### WHAT THE EXERCISE ASKS
Bring back every record exactly, except for the pictures, which stay out.

[Collected data]
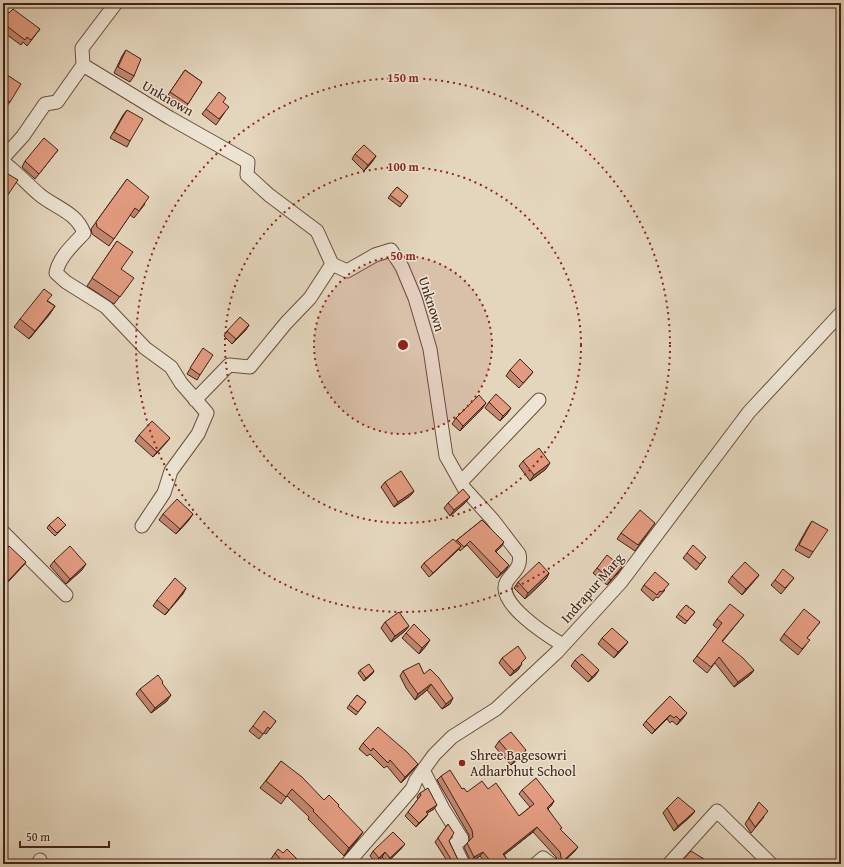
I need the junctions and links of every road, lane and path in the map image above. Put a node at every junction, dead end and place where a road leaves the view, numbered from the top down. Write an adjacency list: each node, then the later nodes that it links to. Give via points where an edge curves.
1 (116, 3): 2 (street, via 82,48)
2 (83, 65): 3 (street, via 57,102 45,104 23,136); 5 (street, Unknown, via 157,111 248,162 247,174 269,195 318,231)
3 (3, 158)
4 (3, 162): 7 (street, via 41,196 70,213 82,228 84,233 69,248 56,273 106,307 145,348 170,367)
5 (332, 264): 7 (street, via 310,298 250,367 229,366); 9 (street, Unknown, via 347,272 375,255 391,250 402,268 415,298 430,349 446,456)
6 (841, 313): 13 (street, Indrapur Marg, via 749,412 621,582)
7 (195, 400): 10 (street, via 207,413 198,434 171,471 164,493)
8 (539, 400): 9 (street)
9 (461, 482): 13 (street, Unknown, via 519,554 517,569 504,588 506,597 515,609)
10 (142, 526)
11 (3, 532): 12 (street)
12 (66, 595)
13 (562, 645): 14 (street, Indrapur Marg, via 496,709 452,737)
14 (423, 770): 15 (street, Indrapur Marg, via 412,790); 16 (street, via 462,840 454,845)
15 (347, 864)
16 (463, 864)
17 (536, 864): 18 (street, via 543,858)
18 (552, 864)
19 (669, 864): 20 (street, via 716,811)
20 (771, 864)

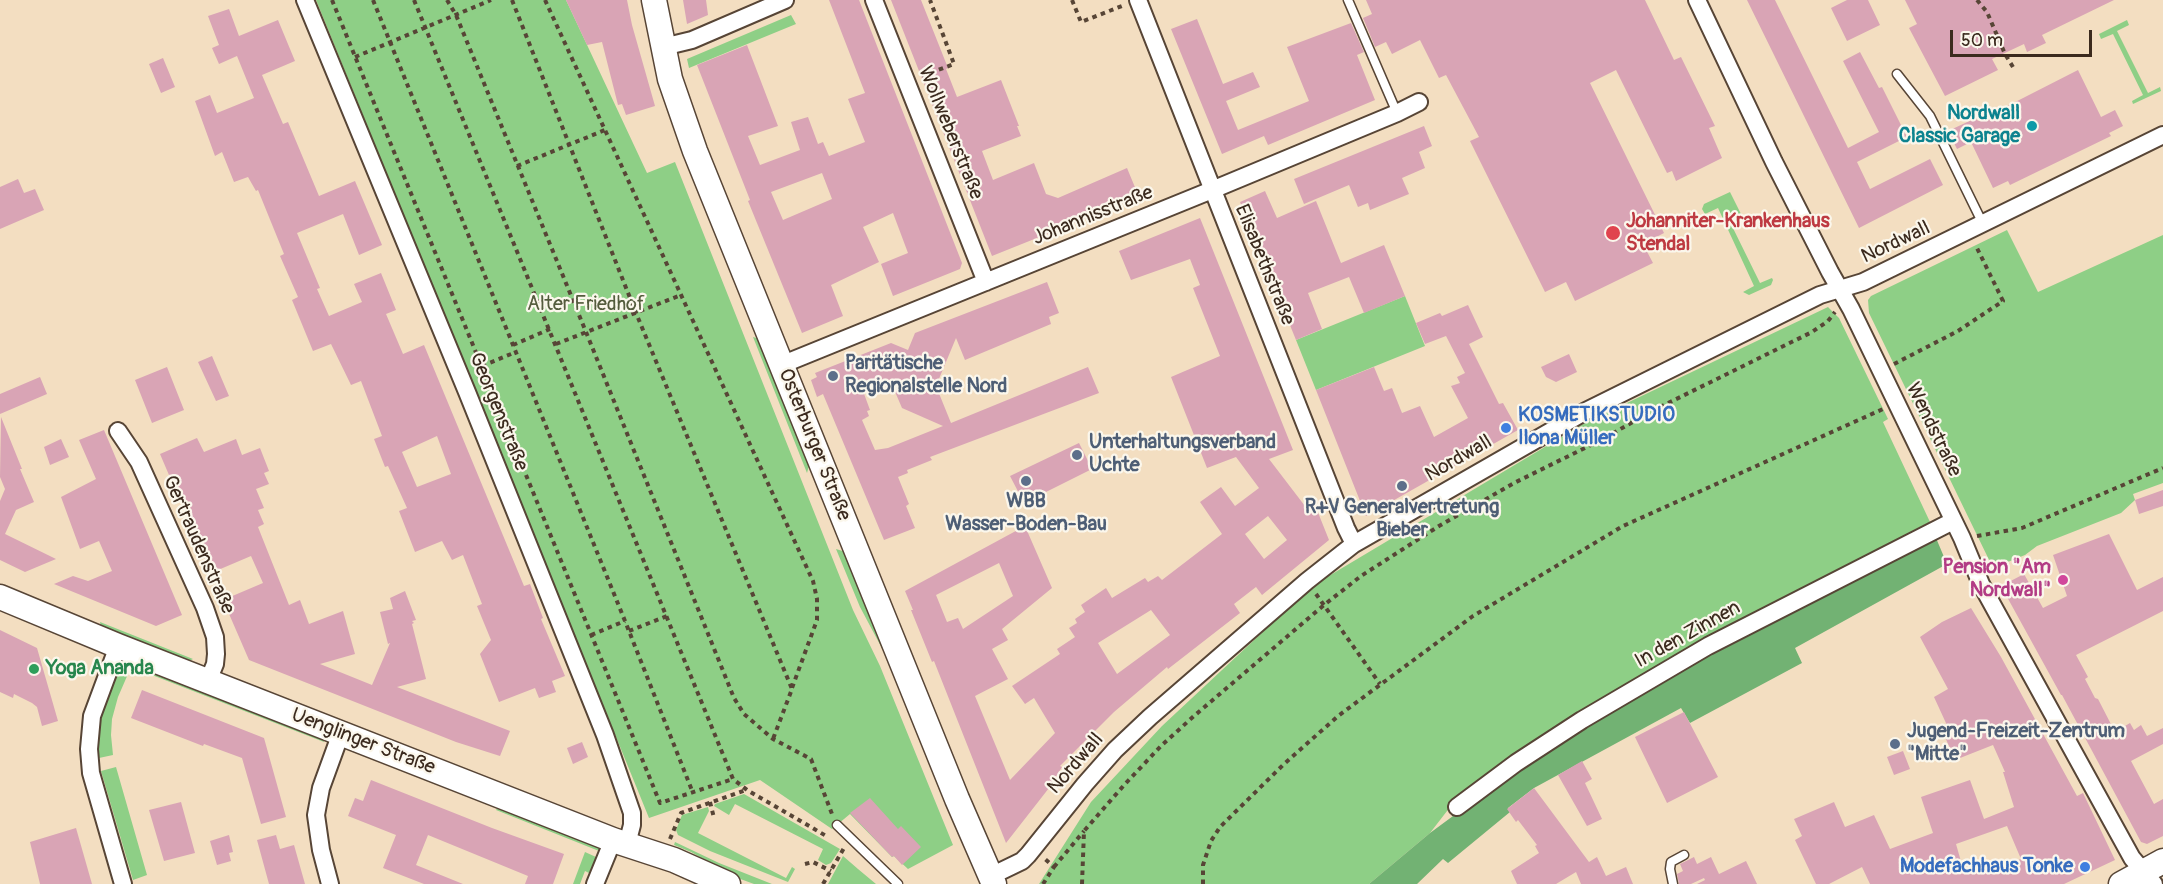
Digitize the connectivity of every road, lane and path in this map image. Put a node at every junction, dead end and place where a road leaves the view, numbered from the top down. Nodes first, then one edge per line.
1 (305, 0) edge
2 (332, 0) edge
3 (374, 0) edge
4 (414, 0) edge
5 (447, 0) edge
6 (491, 0) edge
7 (512, 0) edge
8 (545, 0) edge
9 (654, 0) edge
10 (785, 0) edge
11 (874, 0) edge
12 (931, 0) edge
13 (1072, 0) edge
14 (1348, 0) edge
15 (1697, 0) edge
16 (1977, 0) edge
17 (1132, 2) edge
18 (456, 15) junction
19 (426, 27) junction
20 (391, 42) junction
21 (663, 47) junction
22 (355, 57) junction
23 (2013, 67) dead end
24 (1897, 74) dead end
25 (907, 82) junction
26 (1419, 102) dead end
27 (1397, 113) junction
28 (605, 130) junction
29 (2163, 135) edge
30 (570, 144) junction
31 (517, 166) junction
32 (1212, 190) junction
33 (1976, 228) junction
34 (986, 282) junction
35 (1840, 289) junction
36 (681, 295) junction
37 (1848, 304) junction
38 (636, 313) junction
39 (550, 329) junction
40 (586, 332) junction
41 (556, 344) junction
42 (513, 345) junction
43 (516, 352) junction
44 (781, 365) junction
45 (482, 366) junction
46 (1880, 371) junction
47 (1896, 403) junction
48 (118, 431) dead end
49 (2163, 468) edge
50 (1953, 521) junction
51 (1962, 538) junction
52 (1354, 544) junction
53 (1306, 581) junction
54 (0, 597) edge
55 (1324, 605) junction
56 (667, 616) junction
57 (625, 621) junction
58 (629, 631) junction
59 (591, 635) junction
60 (118, 646) junction
61 (208, 681) junction
62 (1380, 684) junction
63 (792, 689) junction
64 (341, 733) junction
65 (773, 739) junction
66 (734, 779) junction
67 (747, 790) junction
68 (693, 793) junction
69 (710, 802) junction
70 (1456, 807) dead end
71 (714, 818) dead end
72 (837, 825) joint
73 (1084, 831) junction
74 (831, 839) dead end
75 (620, 842) junction
76 (838, 843) dead end
77 (1684, 855) dead end
78 (663, 856) junction
79 (806, 864) dead end
80 (1054, 867) dead end
81 (831, 871) junction
82 (2154, 872) edge
83 (992, 880) edge
84 (123, 884) edge
85 (330, 884) edge
86 (595, 884) edge
87 (728, 884) edge
88 (823, 884) edge
89 (898, 884) edge
90 (1082, 884) edge
91 (1203, 884) edge
92 (1673, 884) edge
93 (2121, 884) edge

1 - 75 street, Georgenstraße
2 - 22 path
3 - 20 path
4 - 19 path
5 - 18 path
6 - 18 path
7 - 30 path
8 - 28 path
9 - 21 street, Osterburger Straße
10 - 21 street
11 - 25 street, Wollweberstraße
12 - 25 path
13 - 17 path
14 - 27 lane
15 - 35 street, Wendstraße
16 - 23 path
17 - 32 street, Elisabethstraße
18 - 19 path
18 - 31 path
19 - 20 path
19 - 39 path
20 - 22 path
20 - 42 path
21 - 44 street, Osterburger Straße
22 - 45 path
24 - 33 lane
25 - 34 street, Wollweberstraße
26 - 27 street, Johannisstraße
27 - 32 street, Johannisstraße
28 - 30 path
28 - 36 path
29 - 33 street, Nordwall
30 - 31 path
30 - 38 path
31 - 40 path
32 - 34 street, Johannisstraße
32 - 52 street, Elisabethstraße
33 - 35 street, Nordwall
33 - 46 path
34 - 44 street, Johannisstraße
35 - 37 street, Wendstraße
35 - 52 street, Nordwall
36 - 38 path
36 - 63 path
37 - 46 street, Wendstraße
37 - 55 path
38 - 40 path
38 - 63 path
39 - 41 path
39 - 42 path
40 - 41 path
40 - 65 path
41 - 56 path
42 - 43 path
43 - 45 path
43 - 57 path
44 - 83 street, Osterburger Straße
45 - 59 path
46 - 47 street, Wendstraße
47 - 50 street, Wendstraße
47 - 62 path
48 - 61 street, Gertraudenstraße
49 - 51 path
50 - 51 street, Wendstraße
50 - 70 street, In den Zinnen
51 - 82 street, Wendstraße
52 - 53 street, Nordwall
53 - 55 path
53 - 83 street, Nordwall
54 - 60 street, Uenglinger Straße
55 - 62 path
55 - 73 path
56 - 58 path
56 - 66 path
57 - 58 path
57 - 59 path
58 - 68 path
59 - 68 path
60 - 61 street, Uenglinger Straße
60 - 84 street
61 - 64 street, Uenglinger Straße
62 - 91 path
63 - 65 path
64 - 75 street, Uenglinger Straße
64 - 85 street
65 - 72 path
66 - 67 path
66 - 68 path
67 - 69 path
67 - 74 path
69 - 71 path
69 - 78 path
72 - 89 lane
73 - 80 path
73 - 90 path
75 - 78 street, Uenglinger Straße
75 - 86 street, Georgenstraße
76 - 81 path
77 - 92 lane
78 - 87 street, Uenglinger Straße
79 - 81 path
81 - 88 path
82 - 93 street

### RESPONSE AREA
I need the junctions and links of every road, lane and path in the map image above. Put a node at every junction, dead end and place where a road leaves the view, numbered from the top down. Write an adjacency list: each node, then the later nodes that it links to. Give via points where an edge curves.
1 (116, 3): 2 (street, via 82,48)
2 (83, 65): 3 (street, via 57,102 45,104 23,136); 5 (street, Unknown, via 157,111 248,162 247,174 269,195 318,231)
3 (3, 158)
4 (3, 162): 7 (street, via 41,196 70,213 82,228 84,233 69,248 56,273 106,307 145,348 170,367)
5 (332, 264): 7 (street, via 310,298 250,367 229,366); 9 (street, Unknown, via 347,272 375,255 391,250 402,268 415,298 430,349 446,456)
6 (841, 313): 13 (street, Indrapur Marg, via 749,412 621,582)
7 (195, 400): 10 (street, via 207,413 198,434 171,471 164,493)
8 (539, 400): 9 (street)
9 (461, 482): 13 (street, Unknown, via 519,554 517,569 504,588 506,597 515,609)
10 (142, 526)
11 (3, 532): 12 (street)
12 (66, 595)
13 (562, 645): 14 (street, Indrapur Marg, via 496,709 452,737)
14 (423, 770): 15 (street, Indrapur Marg, via 412,790); 16 (street, via 462,840 454,845)
15 (347, 864)
16 (463, 864)
17 (536, 864): 18 (street, via 543,858)
18 (552, 864)
19 (669, 864): 20 (street, via 716,811)
20 (771, 864)

Digitize the connectivity of every road, lane and path in this map image. Put a node at every junction, dead end and place where a road leaves the view, numbered from the top down. Nodes first, then one edge per line.
1 (305, 0) edge
2 (332, 0) edge
3 (374, 0) edge
4 (414, 0) edge
5 (447, 0) edge
6 (491, 0) edge
7 (512, 0) edge
8 (545, 0) edge
9 (654, 0) edge
10 (785, 0) edge
11 (874, 0) edge
12 (931, 0) edge
13 (1072, 0) edge
14 (1348, 0) edge
15 (1697, 0) edge
16 (1977, 0) edge
17 (1132, 2) edge
18 (456, 15) junction
19 (426, 27) junction
20 (391, 42) junction
21 (663, 47) junction
22 (355, 57) junction
23 (2013, 67) dead end
24 (1897, 74) dead end
25 (907, 82) junction
26 (1419, 102) dead end
27 (1397, 113) junction
28 (605, 130) junction
29 (2163, 135) edge
30 (570, 144) junction
31 (517, 166) junction
32 (1212, 190) junction
33 (1976, 228) junction
34 (986, 282) junction
35 (1840, 289) junction
36 (681, 295) junction
37 (1848, 304) junction
38 (636, 313) junction
39 (550, 329) junction
40 (586, 332) junction
41 (556, 344) junction
42 (513, 345) junction
43 (516, 352) junction
44 (781, 365) junction
45 (482, 366) junction
46 (1880, 371) junction
47 (1896, 403) junction
48 (118, 431) dead end
49 (2163, 468) edge
50 (1953, 521) junction
51 (1962, 538) junction
52 (1354, 544) junction
53 (1306, 581) junction
54 (0, 597) edge
55 (1324, 605) junction
56 (667, 616) junction
57 (625, 621) junction
58 (629, 631) junction
59 (591, 635) junction
60 (118, 646) junction
61 (208, 681) junction
62 (1380, 684) junction
63 (792, 689) junction
64 (341, 733) junction
65 (773, 739) junction
66 (734, 779) junction
67 (747, 790) junction
68 (693, 793) junction
69 (710, 802) junction
70 (1456, 807) dead end
71 (714, 818) dead end
72 (837, 825) joint
73 (1084, 831) junction
74 (831, 839) dead end
75 (620, 842) junction
76 (838, 843) dead end
77 (1684, 855) dead end
78 (663, 856) junction
79 (806, 864) dead end
80 (1054, 867) dead end
81 (831, 871) junction
82 (2154, 872) edge
83 (992, 880) edge
84 (123, 884) edge
85 (330, 884) edge
86 (595, 884) edge
87 (728, 884) edge
88 (823, 884) edge
89 (898, 884) edge
90 (1082, 884) edge
91 (1203, 884) edge
92 (1673, 884) edge
93 (2121, 884) edge

1 - 75 street, Georgenstraße
2 - 22 path
3 - 20 path
4 - 19 path
5 - 18 path
6 - 18 path
7 - 30 path
8 - 28 path
9 - 21 street, Osterburger Straße
10 - 21 street
11 - 25 street, Wollweberstraße
12 - 25 path
13 - 17 path
14 - 27 lane
15 - 35 street, Wendstraße
16 - 23 path
17 - 32 street, Elisabethstraße
18 - 19 path
18 - 31 path
19 - 20 path
19 - 39 path
20 - 22 path
20 - 42 path
21 - 44 street, Osterburger Straße
22 - 45 path
24 - 33 lane
25 - 34 street, Wollweberstraße
26 - 27 street, Johannisstraße
27 - 32 street, Johannisstraße
28 - 30 path
28 - 36 path
29 - 33 street, Nordwall
30 - 31 path
30 - 38 path
31 - 40 path
32 - 34 street, Johannisstraße
32 - 52 street, Elisabethstraße
33 - 35 street, Nordwall
33 - 46 path
34 - 44 street, Johannisstraße
35 - 37 street, Wendstraße
35 - 52 street, Nordwall
36 - 38 path
36 - 63 path
37 - 46 street, Wendstraße
37 - 55 path
38 - 40 path
38 - 63 path
39 - 41 path
39 - 42 path
40 - 41 path
40 - 65 path
41 - 56 path
42 - 43 path
43 - 45 path
43 - 57 path
44 - 83 street, Osterburger Straße
45 - 59 path
46 - 47 street, Wendstraße
47 - 50 street, Wendstraße
47 - 62 path
48 - 61 street, Gertraudenstraße
49 - 51 path
50 - 51 street, Wendstraße
50 - 70 street, In den Zinnen
51 - 82 street, Wendstraße
52 - 53 street, Nordwall
53 - 55 path
53 - 83 street, Nordwall
54 - 60 street, Uenglinger Straße
55 - 62 path
55 - 73 path
56 - 58 path
56 - 66 path
57 - 58 path
57 - 59 path
58 - 68 path
59 - 68 path
60 - 61 street, Uenglinger Straße
60 - 84 street
61 - 64 street, Uenglinger Straße
62 - 91 path
63 - 65 path
64 - 75 street, Uenglinger Straße
64 - 85 street
65 - 72 path
66 - 67 path
66 - 68 path
67 - 69 path
67 - 74 path
69 - 71 path
69 - 78 path
72 - 89 lane
73 - 80 path
73 - 90 path
75 - 78 street, Uenglinger Straße
75 - 86 street, Georgenstraße
76 - 81 path
77 - 92 lane
78 - 87 street, Uenglinger Straße
79 - 81 path
81 - 88 path
82 - 93 street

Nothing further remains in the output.